Bank regulators are considering changes to the industry’s operational resilience framework as the risk of disruption continues to rise, Acting Comptroller of the Currency Michael Hsu told a group of bankers Tuesday.
Operational resilience — a bank’s ability to prepare for, adapt to, withstand or recover from disruptions both external, like a flood, and internal, like lax risk management — often plays second fiddle to capital and liquidity.
But, Hsu noted, it “warrants our full attention, especially in our highly interconnected world.”
The risk of disruption has grown over time, given the growth of the financial sector, Hsu said at the Institute of International Bankers’ annual Washington conference.
Twenty years ago, for example, the four largest banks safe-kept $24 trillion in assets; and now, they safe-keep $108 trillion. The Automated Clearing House processed twice as much in payments ($80 trillion vs. $40 trillion) in 2023 as it did in 2014 — meaning the “sheer magnitude of what can be disrupted” has grown notably.
The growing impact of third parties, too, means the “threat surface for disruptions is expanding,” Hsu said; and technology has affected operations in another threatening way, too, as cyberattacks become more prevalent.
“Our current focus is on exploring baseline operational resilience requirements for large banks with critical operations, including third-party service providers,” Hsu said. “Such baseline requirements could include establishing clear definitions for identifying critical activities and core business lines; defining tolerances for disruption; requiring testing and validation of resilience capabilities; incorporating third-party risk management expectations; stipulating clear communication expectations among stakeholders and counterparties; and addressing expectations for critical service providers, with emphasis on governance and risk management expectations.”

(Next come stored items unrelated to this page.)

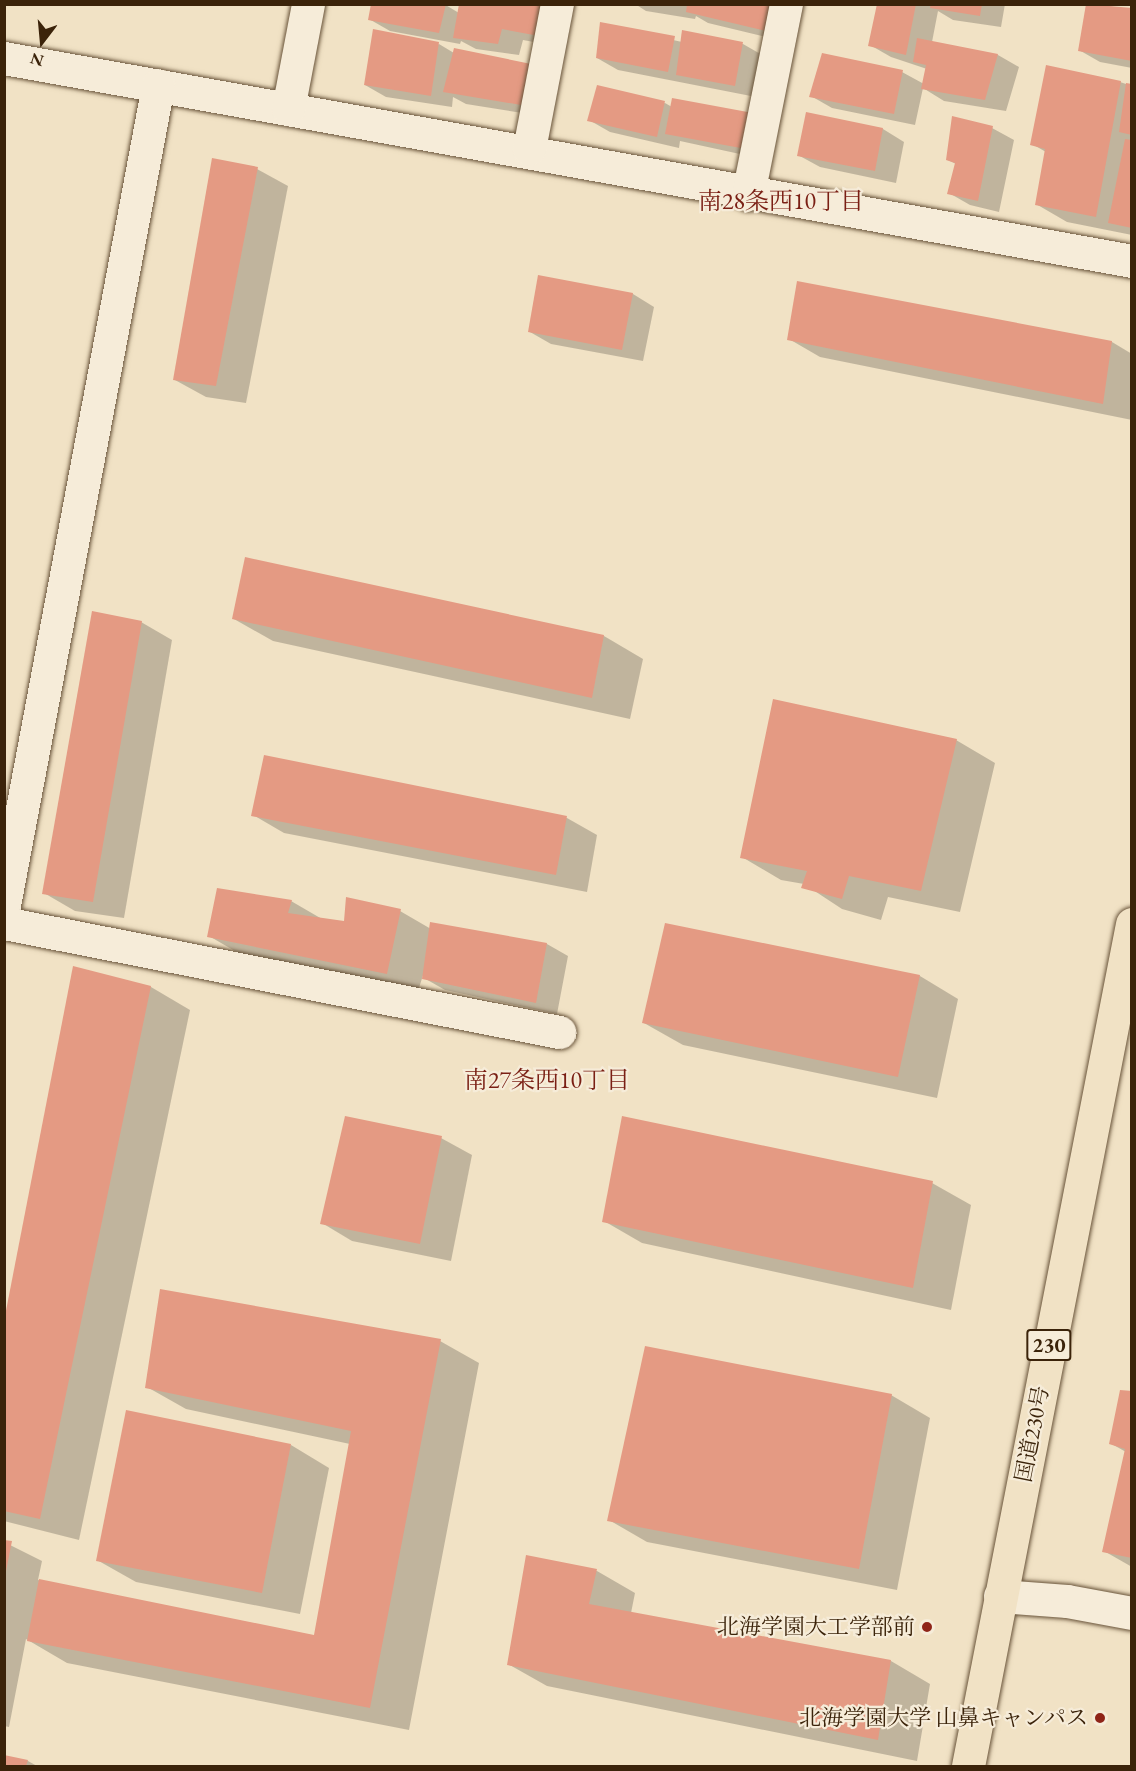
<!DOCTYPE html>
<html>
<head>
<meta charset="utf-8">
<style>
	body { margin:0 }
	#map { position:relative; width:1136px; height:1771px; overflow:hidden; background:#f1e2c5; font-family:"EB Garamond","Noto Serif JP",serif }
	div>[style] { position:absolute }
	.shadow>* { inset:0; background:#0003 }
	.building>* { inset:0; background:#e49a83 }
	.roads { filter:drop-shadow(0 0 2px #685339) drop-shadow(0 0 2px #685339) }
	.street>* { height:33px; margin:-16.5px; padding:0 16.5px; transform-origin:16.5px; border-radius:16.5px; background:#f6ecd9 }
	.highway>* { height:33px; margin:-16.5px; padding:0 16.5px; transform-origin:16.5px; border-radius:16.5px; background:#f1e2c5 }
	.dots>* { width:16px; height:16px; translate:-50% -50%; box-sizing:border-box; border:3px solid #f6ecd9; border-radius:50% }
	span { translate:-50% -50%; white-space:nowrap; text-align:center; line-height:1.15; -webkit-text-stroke:4.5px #f6ecd9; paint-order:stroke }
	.shield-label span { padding:2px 4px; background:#f6ecd9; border:2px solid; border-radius:4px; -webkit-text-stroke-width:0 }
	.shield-label { font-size:21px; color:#3b230a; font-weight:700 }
	.street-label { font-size:22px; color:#3b230a }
	.poi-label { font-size:22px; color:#3b230a }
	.right { translate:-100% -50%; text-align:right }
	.neighbourhood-label { font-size:24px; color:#7a1f14 }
	.frame { position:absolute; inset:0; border:6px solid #3b230a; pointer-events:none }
	.north { position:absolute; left:12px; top:12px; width:60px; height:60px; -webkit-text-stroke:4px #f6ecd9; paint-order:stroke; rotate:196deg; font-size:16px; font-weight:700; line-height:24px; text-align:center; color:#3b230a }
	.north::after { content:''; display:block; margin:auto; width:21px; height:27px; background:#3b230a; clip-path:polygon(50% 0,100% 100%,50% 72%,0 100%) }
</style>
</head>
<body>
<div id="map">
	<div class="shadow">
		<div style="clip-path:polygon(558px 4px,560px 47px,523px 40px,519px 55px,476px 49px,461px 41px,460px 44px,390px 31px,369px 19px,444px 4px,459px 13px)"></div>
		<div style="clip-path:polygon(635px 4px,790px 4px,787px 42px,708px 23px,696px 16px,695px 19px,646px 11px)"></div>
		<div style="clip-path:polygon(879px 4px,1005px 4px,1001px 27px,953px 20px,938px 11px,932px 42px,998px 55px,1019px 67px,1006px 111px,944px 101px,923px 88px,915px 125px,832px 108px,811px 96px,902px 72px,924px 84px,927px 69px,891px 57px,870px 45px)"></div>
		<div style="clip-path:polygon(1087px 4px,1132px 9px,1132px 68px,1100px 62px,1079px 50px)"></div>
		<div style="clip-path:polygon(601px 24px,682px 42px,743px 44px,764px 56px,756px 97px,618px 70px,597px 58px)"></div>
		<div style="clip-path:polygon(439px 44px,454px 53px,548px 117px,466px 104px,453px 97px,452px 107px,386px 97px,365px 85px)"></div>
		<div style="clip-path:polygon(1120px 82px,1132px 86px,1132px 235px,1067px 222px,1036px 204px,1046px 152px,1032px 144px)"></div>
		<div style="clip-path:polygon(665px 103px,672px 107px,767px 160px,680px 141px,679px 148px,610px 132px,589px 120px)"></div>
		<div style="clip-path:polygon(807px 114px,883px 129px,904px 142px,896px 183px,820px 167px,798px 155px)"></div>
		<div style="clip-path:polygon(992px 128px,1014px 140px,999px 212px,970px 205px,949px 193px,956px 164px,948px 160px)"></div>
		<div style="clip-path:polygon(257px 169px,288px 186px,246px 403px,206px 397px,175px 380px)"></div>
		<div style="clip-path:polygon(539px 277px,633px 294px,654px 307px,643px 361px,551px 344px,530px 332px)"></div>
		<div style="clip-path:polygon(798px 283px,1112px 342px,1132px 354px,1132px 420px,820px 357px,789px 339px)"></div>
		<div style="clip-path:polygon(246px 559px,604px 636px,643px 659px,630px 719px,273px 641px,234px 619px)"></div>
		<div style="clip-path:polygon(141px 622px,172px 640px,124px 918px,75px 911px,44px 893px)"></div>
		<div style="clip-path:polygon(956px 740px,995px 763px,960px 912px,888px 897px,881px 920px,842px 909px,804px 884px,781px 880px,742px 857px)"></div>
		<div style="clip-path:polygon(253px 815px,567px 818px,597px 835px,587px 892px,284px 833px)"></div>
		<div style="clip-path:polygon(291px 901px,322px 919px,346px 922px,400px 911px,431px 929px,547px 944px,568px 956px,557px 1014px,445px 990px,424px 978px,426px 966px,418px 991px,240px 954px,209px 936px)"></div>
		<div style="clip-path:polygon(74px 968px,151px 987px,190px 1010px,79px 1540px,4px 1521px,4px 1329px)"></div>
		<div style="clip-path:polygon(920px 976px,958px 999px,937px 1098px,683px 1045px,644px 1023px)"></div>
		<div style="clip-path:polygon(441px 1138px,472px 1155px,451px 1261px,352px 1241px,322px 1223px)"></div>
		<div style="clip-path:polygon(932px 1183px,971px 1205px,951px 1310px,642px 1243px,604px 1221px)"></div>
		<div style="clip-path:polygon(440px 1341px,479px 1363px,409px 1730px,67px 1663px,26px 1639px,9px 1727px,4px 1726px,4px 1542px,42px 1561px,38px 1580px,315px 1636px,350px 1444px,186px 1409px,147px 1387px)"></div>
		<div style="clip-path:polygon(1132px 1393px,1132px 1567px,1104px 1551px,1126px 1452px,1110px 1443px)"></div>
		<div style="clip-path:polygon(891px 1395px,930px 1418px,897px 1590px,647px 1542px,609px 1520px)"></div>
		<div style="clip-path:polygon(291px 1445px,329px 1468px,300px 1614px,136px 1582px,97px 1560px)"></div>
		<div style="clip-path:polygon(527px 1557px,597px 1571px,635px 1593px,631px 1613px,891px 1661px,930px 1684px,917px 1761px,547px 1686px,508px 1664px)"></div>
		<div style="clip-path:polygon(4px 1756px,28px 1761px,37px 1766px,4px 1766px)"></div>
	</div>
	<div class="building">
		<div style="clip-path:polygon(371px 4px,446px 4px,439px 33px,368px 20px)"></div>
		<div style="clip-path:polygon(459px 4px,543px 4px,539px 36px,502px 29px,498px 44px,453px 38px)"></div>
		<div style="clip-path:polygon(877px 4px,916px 4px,906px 55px,868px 46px)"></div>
		<div style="clip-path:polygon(931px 4px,982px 4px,980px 16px,930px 8px)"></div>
		<div style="clip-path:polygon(1086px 4px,1132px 8px,1132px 61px,1078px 51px)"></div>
		<div style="clip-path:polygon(687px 5px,772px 5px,766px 31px,686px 12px)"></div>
		<div style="clip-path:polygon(600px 22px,675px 36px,668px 72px,596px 58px)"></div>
		<div style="clip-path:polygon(373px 29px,439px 42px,431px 96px,364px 85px)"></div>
		<div style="clip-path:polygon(682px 30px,743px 42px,735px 86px,676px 75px)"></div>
		<div style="clip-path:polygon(917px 38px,998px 54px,985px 100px,921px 89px,926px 65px,913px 62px)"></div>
		<div style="clip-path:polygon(454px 48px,536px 65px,527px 106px,443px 92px)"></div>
		<div style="clip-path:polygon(822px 53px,903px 70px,894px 114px,809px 97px)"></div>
		<div style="clip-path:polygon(1046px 65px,1121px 81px,1096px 217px,1035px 205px,1045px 149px,1030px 145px)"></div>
		<div style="clip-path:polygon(1126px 83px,1132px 84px,1132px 135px,1119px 132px)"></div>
		<div style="clip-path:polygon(597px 85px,665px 101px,657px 137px,587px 121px)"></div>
		<div style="clip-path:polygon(672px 98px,753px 113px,746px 149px,665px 134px)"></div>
		<div style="clip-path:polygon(806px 112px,883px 128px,875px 171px,797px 156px)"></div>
		<div style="clip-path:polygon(952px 116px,993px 126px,978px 201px,947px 194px,955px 163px,946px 160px)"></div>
		<div style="clip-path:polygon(1125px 139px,1132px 140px,1132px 228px,1108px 223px)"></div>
		<div style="clip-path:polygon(212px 158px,258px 167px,216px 386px,173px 380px)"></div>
		<div style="clip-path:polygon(538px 275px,633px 293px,622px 350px,528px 332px)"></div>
		<div style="clip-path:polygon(797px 281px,1112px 341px,1103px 404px,787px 340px)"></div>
		<div style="clip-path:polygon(245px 557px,604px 635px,592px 698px,232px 619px)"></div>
		<div style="clip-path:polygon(92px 611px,142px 621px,93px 902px,42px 894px)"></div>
		<div style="clip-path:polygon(773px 699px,957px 739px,921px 891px,849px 876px,842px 899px,801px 888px,807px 871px,740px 858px)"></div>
		<div style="clip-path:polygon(264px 755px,567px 816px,556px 875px,251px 816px)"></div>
		<div style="clip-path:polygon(217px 888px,292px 900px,288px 913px,344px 921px,346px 897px,401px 909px,387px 974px,207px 937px)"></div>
		<div style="clip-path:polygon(430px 922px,547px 943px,536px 1003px,422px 979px)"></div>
		<div style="clip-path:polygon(665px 923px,920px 975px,898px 1077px,642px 1023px)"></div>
		<div style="clip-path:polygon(73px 966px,151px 986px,40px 1519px,4px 1511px,4px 1321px)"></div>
		<div style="clip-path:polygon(345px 1116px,442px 1136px,420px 1244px,320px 1224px)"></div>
		<div style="clip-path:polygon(622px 1116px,933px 1181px,913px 1288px,602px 1222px)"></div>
		<div style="clip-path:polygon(160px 1289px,441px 1339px,370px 1708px,27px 1641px,39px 1579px,314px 1635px,351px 1431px,145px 1388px)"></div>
		<div style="clip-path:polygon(645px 1346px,892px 1394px,859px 1569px,607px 1521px)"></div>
		<div style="clip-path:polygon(1120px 1390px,1132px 1391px,1132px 1558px,1102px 1552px,1125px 1449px,1109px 1444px)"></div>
		<div style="clip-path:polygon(126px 1410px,291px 1444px,262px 1593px,96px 1561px)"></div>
		<div style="clip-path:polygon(4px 1540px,12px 1541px,6px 1571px,4px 1571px)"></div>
		<div style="clip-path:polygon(526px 1555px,597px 1569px,589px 1604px,891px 1660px,878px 1740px,507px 1665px)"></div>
		<div style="clip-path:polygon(4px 1755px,28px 1760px,26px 1766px,4px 1766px)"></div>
	</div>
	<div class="roads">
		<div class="street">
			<div style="left:4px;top:58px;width:1146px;rotate:10.2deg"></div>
			<div style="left:288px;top:109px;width:107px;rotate:-79.2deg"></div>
			<div style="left:529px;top:149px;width:148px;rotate:-79.1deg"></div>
			<div style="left:748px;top:194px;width:194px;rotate:-78.7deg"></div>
			<div style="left:4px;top:905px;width:834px;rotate:-79.36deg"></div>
			<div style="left:4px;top:923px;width:566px;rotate:11.11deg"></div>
			<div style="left:1000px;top:1596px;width:67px;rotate:4.3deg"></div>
			<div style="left:1067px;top:1601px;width:66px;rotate:10.5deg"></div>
		</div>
		<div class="highway">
			<div style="left:968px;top:1766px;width:858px;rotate:-78.98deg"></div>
		</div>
	</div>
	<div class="dots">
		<div style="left:927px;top:1627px;background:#8f2418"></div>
		<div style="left:1100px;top:1718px;background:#8f2418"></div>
	</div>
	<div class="shield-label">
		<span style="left:1049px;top:1345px">230</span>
	</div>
	<div class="street-label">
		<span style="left:1032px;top:1434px;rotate:-79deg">国道230号</span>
	</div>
	<div class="poi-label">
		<span class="right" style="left:915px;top:1627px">北海学園大工学部前</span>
		<span class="right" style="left:1088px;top:1718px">北海学園大学 山鼻キャンパス</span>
	</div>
	<div class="neighbourhood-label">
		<span style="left:781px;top:201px">南28条西10丁目</span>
		<span style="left:547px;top:1080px">南27条西10丁目</span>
	</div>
	<div class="frame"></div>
	<div class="north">N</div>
</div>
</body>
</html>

Prior to the toilet-paper-and-everything-else shortage of the COVID-19 pandemic, arguably few people gave thought to the intricacies of the supply chain. The delivery of banking services is similar to the supply chain in its global and complex nature, yet “most consumers and users of banking services today are similarly unaware of the growing risks of disruptions in today’s banking system,” Hsu said.
“Take, for instance, the recent ransomware attacks on EquiLend, a securities trading provider, on Ion Markets, a capital markets technology firm, and on the Industrial and Commercial Bank of China, one of the largest banks in the world,” Hsu said. “Most observers could be forgiven for shrugging these off as minor incidents, when in fact, they should be seen as early warning signs of the complexity of the financial system and its vulnerability to disruption.”
Internationally, various governments, including the European Union, United Kingdom and Japan, are adopting rules to strengthen financial institutions’ operational resilience.
But in the U.S., regulators must carefully consider “how critical systems are defined, what the relationship is between similar concepts (e.g., recovery time objectives, tolerance for disruptions, maximum allowable downtime), and whether expectations vary under different scenarios (e.g., loss of a data center due to fire versus a ransomware attack),” Hsu said.